De Sint Maartense premier Silveria Jacobs vindt dat Nederland ‘valsspeelt’. De vragen zijn gesteld door D66, GroenLinks, Partij voor de Dieren, ChristenUnie en BIJ1. De woordvoerders vinden het vreemd dat in april nog werd gezegd dat Sint Maarten aan alle voorwaarden voor steun had voldaan en dat staatssecretaris Raymond Knops van Koninkrijksrelaties vervolgens in mei de uitvoering van het besluit toch opschortte.

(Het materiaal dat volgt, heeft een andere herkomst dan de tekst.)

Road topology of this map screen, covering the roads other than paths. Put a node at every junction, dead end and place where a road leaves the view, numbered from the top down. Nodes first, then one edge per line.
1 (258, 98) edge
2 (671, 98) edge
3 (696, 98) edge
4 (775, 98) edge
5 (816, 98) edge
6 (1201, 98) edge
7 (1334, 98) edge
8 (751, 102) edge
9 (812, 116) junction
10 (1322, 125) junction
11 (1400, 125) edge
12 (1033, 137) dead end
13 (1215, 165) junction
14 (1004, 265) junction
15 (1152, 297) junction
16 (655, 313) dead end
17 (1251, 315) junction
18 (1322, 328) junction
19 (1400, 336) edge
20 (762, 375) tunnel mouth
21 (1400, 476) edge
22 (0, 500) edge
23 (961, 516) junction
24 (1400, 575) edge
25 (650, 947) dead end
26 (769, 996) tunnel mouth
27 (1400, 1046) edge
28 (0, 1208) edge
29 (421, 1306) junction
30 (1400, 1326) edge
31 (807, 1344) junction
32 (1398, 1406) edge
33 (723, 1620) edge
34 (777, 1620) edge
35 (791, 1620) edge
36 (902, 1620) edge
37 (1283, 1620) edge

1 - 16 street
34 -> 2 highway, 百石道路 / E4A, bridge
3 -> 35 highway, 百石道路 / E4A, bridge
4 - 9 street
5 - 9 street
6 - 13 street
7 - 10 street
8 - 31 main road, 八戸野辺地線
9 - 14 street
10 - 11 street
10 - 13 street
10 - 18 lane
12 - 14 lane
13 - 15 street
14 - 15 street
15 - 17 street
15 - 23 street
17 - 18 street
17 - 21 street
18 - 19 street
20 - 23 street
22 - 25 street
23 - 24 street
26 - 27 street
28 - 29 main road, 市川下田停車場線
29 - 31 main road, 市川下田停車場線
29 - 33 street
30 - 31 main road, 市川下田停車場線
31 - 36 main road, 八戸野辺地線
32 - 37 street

,,Klopt het dat de reden van het opschorten van de liquiditeitssteun niet lag in de vooraf gestelde voorwaarden om de 5e tranche liquiditeitssteun te verlenen?” vragen de fracties. Zij wijzen daarbij op artikel 12 van het reglement van orde van de Ministerraad, waarin staat dat een minister of staatssecretaris in geen geval handelt tegen het besluit van de raad. De conclusie van de vragenstellers is dat Knops dit wel heeft gedaan, ervan uitgaande dat het reglement van orde ook geldt voor RMR.
Over de rechtmatigheid van het besluit om de toekenning van steun aan Sint Maarten op te schorten willen de vragenstellers meer details: ,,Op grond van welke specifieke grondslag is besloten geen uitvoering te geven aan het RMR-besluit van 23 april? Kunt u verwijzen naar een artikel in het reglement van orde, het Statuut of een andere afspraak die is erkend en vastgesteld door alle landen en openbare lichamen in het Koninkrijk?”
Het besluit van 28 mei van de RMR om niet over te gaan tot betaling van de steun wordt door staatsrechtgeleerden, ‘onder wie professor mr. Gerhard Hoogers’, gezien als ‘een poging het handelen van de staatssecretaris’ achteraf met terugwerkende kracht te legaliseren, aldus de vragenstellers. De Kamerleden vinden dat Knops eigenstandig heeft gehandeld zonder dat daar een besluit van de RMR aan ten grondslag lag.
Rutte zou volgens de partijen in overleg moeten gaan met Curaçao, Aruba en Sint Maarten om het reglement van orde van de RMR aan te passen ‘waardoor dergelijke situaties en onduidelijkheid niet meer voorkunnen komen’. Voorkomen moet worden dat uitvoering van besluiten van de RMR onzeker wordt, vinden zij.